This lesson is being piloted (Beta version)

Ethics of Web Scraping

Overview

Teaching: 10 min
Exercises: 0 min
Questions
  • When is it okay to web scrape?

Objectives
  • Identify key points to being an ethical web scraper

Before we get into the hows of web scraping, we really need to cover the ethics. Hopefully our opening exercise uncovered some of these topics. Ethics can be its own workshop, and this workshop in no part constitutes legal advice, but we’ll cover the basics of being an ethical web scraper with a good code of conduct, which really amounts to answering the question, “just because you can, does it mean you should?”

What Does the Website Owner Say?

Before using a web scraper on a website, it’s important to know if you’re allowed to by the website owner. This generally involves three things: (1) looking at the terms of service/use, (2) looking for developer information on the website, and (3) reading the robots.txt file.

Terms and Conditions Apply

A Terms of Use section will state copyright and licensing terms. Who owns the content of the website, how can it be accessed, and what can be done with the website content.

Terms of service are often stated when the website owner provides some type of service.
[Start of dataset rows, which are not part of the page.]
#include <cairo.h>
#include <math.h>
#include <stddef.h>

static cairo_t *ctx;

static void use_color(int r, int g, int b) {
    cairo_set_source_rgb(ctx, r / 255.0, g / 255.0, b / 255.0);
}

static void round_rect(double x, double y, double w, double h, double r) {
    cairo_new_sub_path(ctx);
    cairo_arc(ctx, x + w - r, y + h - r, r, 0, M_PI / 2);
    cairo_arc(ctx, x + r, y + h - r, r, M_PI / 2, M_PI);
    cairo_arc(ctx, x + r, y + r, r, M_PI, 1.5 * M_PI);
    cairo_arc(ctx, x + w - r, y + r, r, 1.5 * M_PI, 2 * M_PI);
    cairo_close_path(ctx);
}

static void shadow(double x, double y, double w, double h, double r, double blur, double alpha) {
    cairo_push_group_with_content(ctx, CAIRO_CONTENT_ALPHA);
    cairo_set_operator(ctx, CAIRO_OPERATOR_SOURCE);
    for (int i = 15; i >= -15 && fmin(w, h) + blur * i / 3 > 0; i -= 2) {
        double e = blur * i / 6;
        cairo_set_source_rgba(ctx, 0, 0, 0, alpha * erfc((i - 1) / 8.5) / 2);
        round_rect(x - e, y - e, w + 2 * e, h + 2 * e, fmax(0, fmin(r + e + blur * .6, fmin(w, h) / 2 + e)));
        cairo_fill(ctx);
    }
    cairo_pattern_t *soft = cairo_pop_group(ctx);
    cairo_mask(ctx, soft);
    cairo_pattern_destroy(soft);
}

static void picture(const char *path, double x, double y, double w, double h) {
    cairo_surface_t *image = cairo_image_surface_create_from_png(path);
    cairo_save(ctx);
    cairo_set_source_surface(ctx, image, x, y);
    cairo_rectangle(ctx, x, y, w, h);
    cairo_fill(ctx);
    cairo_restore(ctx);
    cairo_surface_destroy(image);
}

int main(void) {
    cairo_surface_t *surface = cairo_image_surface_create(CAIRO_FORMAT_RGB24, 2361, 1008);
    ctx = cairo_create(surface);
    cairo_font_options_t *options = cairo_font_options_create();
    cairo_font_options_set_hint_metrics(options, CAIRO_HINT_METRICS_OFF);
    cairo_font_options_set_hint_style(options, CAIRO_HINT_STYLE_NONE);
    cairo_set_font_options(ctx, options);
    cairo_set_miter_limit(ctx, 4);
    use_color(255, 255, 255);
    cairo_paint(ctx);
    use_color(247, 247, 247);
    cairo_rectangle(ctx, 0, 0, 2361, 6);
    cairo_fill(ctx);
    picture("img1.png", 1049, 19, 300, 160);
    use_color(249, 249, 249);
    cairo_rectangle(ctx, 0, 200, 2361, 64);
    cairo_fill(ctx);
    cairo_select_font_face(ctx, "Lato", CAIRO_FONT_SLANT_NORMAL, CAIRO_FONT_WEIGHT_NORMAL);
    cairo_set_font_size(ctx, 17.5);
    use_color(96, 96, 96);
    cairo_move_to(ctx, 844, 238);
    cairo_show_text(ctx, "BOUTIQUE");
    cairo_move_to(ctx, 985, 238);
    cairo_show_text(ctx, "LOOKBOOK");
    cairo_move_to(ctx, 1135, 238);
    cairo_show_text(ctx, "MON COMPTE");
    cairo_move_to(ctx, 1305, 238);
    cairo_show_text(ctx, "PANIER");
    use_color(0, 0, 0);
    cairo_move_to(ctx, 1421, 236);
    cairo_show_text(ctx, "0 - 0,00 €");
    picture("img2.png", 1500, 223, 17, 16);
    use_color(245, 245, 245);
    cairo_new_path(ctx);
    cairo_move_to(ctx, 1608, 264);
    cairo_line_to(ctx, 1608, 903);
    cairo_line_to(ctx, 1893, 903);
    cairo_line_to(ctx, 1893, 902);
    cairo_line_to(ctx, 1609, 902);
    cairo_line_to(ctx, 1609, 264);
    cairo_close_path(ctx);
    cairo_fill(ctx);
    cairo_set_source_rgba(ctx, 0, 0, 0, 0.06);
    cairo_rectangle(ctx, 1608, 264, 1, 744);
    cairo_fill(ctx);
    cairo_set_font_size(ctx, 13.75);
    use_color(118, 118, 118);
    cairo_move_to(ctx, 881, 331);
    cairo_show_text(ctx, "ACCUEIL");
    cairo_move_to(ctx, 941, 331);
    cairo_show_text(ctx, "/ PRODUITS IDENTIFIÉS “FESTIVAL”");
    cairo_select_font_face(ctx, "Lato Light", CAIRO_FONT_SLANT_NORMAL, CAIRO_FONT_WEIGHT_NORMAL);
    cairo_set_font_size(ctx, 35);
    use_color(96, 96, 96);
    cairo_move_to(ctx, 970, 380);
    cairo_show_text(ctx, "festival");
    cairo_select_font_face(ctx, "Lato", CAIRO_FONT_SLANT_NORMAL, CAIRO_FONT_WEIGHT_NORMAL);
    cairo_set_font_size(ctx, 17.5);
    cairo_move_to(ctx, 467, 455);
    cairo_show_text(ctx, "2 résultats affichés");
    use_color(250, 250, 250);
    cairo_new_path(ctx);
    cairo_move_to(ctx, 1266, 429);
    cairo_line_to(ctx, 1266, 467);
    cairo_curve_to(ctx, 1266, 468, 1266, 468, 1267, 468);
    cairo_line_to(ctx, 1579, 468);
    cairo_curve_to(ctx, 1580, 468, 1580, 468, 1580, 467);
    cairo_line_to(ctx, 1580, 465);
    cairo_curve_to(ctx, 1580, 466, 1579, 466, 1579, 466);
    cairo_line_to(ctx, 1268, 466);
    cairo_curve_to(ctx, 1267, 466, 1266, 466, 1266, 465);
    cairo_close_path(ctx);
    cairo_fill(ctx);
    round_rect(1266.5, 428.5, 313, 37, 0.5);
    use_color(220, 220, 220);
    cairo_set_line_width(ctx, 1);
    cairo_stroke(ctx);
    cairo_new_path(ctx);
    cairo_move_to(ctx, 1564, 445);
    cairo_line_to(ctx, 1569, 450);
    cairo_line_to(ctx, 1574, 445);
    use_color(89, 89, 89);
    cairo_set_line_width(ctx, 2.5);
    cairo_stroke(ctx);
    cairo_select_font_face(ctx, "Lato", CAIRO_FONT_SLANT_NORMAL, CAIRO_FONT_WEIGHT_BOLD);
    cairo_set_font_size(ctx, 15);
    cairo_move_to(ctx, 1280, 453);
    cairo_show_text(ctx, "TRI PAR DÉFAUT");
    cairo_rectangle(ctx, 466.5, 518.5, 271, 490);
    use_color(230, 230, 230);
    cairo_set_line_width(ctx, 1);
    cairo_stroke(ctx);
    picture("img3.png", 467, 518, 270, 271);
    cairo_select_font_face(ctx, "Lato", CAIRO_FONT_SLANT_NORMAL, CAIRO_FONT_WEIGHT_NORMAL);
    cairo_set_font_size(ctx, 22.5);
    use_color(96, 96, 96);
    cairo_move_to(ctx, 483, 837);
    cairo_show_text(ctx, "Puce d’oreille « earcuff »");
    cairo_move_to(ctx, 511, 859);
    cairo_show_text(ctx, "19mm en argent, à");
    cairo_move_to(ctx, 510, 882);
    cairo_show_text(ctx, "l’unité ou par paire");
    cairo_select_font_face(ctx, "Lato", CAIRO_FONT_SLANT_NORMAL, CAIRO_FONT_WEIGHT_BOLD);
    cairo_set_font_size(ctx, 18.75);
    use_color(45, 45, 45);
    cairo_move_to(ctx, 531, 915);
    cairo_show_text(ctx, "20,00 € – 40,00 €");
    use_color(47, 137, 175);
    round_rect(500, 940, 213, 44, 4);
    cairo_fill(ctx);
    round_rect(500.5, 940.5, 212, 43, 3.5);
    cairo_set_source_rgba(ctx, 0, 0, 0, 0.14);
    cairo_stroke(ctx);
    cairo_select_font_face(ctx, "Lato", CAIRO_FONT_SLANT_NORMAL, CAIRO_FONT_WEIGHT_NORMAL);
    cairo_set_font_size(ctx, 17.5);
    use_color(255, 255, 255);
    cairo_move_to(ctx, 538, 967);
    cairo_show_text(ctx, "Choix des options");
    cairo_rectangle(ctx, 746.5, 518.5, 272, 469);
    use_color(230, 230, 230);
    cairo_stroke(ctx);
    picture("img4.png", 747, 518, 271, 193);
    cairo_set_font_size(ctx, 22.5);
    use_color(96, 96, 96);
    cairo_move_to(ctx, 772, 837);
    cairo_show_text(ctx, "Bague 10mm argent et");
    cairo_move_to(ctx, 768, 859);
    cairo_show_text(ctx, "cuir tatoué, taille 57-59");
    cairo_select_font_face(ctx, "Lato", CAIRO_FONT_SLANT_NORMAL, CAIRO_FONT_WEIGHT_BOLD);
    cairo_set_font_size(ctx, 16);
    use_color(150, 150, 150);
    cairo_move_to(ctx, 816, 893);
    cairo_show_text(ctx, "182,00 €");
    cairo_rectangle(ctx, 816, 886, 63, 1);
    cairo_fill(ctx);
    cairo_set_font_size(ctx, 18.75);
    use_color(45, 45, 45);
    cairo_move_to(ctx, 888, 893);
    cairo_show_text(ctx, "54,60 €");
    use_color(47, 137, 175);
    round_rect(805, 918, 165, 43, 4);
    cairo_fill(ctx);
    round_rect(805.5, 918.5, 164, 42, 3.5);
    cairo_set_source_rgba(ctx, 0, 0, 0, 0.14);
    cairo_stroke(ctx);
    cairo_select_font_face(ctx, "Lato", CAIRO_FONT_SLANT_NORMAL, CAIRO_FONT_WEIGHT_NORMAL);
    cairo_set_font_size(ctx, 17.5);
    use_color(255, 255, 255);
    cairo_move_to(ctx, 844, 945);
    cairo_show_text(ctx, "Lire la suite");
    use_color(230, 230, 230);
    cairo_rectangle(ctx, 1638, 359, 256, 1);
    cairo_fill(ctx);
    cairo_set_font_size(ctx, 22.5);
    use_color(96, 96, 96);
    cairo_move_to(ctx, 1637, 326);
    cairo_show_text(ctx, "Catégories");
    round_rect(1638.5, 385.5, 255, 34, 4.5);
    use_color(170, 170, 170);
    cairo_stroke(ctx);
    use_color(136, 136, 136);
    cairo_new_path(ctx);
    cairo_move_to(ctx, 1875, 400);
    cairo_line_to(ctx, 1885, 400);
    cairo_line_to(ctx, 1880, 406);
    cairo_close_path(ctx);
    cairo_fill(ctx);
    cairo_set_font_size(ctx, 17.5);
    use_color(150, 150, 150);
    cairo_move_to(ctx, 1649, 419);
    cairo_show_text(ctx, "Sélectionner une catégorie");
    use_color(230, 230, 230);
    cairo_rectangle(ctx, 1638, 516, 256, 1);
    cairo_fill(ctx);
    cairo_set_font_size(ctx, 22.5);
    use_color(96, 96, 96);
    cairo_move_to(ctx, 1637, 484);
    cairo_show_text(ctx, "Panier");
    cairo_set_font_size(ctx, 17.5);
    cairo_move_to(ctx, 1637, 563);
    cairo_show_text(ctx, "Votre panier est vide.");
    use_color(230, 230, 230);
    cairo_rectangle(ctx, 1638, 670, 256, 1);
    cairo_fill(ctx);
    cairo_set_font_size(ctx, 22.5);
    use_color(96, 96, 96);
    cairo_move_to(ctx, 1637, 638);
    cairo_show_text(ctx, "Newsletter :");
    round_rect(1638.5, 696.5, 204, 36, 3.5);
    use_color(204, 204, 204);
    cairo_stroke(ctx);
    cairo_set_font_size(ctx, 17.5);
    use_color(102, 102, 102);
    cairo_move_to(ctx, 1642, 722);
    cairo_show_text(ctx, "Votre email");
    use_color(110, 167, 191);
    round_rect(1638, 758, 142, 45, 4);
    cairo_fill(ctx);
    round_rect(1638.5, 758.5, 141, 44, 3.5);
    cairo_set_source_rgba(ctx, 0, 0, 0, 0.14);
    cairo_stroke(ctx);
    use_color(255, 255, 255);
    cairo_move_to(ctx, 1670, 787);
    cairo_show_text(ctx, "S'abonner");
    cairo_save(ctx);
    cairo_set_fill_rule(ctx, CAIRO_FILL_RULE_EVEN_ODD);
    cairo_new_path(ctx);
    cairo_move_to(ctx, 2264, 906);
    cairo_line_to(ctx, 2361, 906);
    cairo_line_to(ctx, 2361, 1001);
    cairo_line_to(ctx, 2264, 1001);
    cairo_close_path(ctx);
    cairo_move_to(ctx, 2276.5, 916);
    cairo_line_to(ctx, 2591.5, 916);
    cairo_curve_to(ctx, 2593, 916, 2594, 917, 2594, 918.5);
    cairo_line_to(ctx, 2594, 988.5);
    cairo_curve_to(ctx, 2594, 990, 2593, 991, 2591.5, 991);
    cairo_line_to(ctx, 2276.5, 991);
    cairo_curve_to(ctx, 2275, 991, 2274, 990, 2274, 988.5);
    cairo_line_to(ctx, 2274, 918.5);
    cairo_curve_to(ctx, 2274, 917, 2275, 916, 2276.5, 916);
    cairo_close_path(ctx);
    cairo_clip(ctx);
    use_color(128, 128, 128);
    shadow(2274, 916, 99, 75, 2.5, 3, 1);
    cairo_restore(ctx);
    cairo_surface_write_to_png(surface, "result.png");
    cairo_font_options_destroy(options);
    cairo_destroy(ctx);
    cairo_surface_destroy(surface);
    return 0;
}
Sometimes this service is in the form of an API, the website owner has provided a Developer Section specifically to define and facilitate access to their content.

Developer Section

If there is a developer section of the website, you’re in luck. This means the website owners understand that people want access to their content, and usually have developed simpler ways to access it. Often, this involves developer APIs, which we will define later (but the topic of using APIs is beyond the scope of this lesson). In addition to the developer APIs, the website owner will have have terms of use or service, faqs, and other useful information for developers.

Robots.txt

The Robots Exclusion Protocol is a standard that allows website owners to define which robots - web crawler, spider, web scraper - can access what content on their website. It is found on the root level of the website, and will be ignored if in sub-directories. While it is a de facto standard (there is no official standard) and advisory, it is best practice to follow the protocol listed in the robots.txt file.

Here are examples of robots.txt files: Medium.com, Google, and the White House

DoS Attack or Bad Programming?

Have you ever been in a class or workshop where everyone accesses a website or webpage at the same time, and suddenly the site/page is slow or unresponsive? When a web server receives many requests at the same time, especially to the same page, it puts strain on the server. This strain can result in denial of service (DoS).

Automating web scraping is really powerful, but when your script is accessing a website many times per second, and especially if the website has limited resources, you are doing harm to the website, and jeopardizing access to your source of data. For this reason, it’s important understand what your tools are doing.

If you are writing a scraper that will go over many pages, you should throttle your access. Do this by writing a delay between page accesses, and limiting the time that your scraper will access the website.

Key Points

  • Rule #1: Be Polite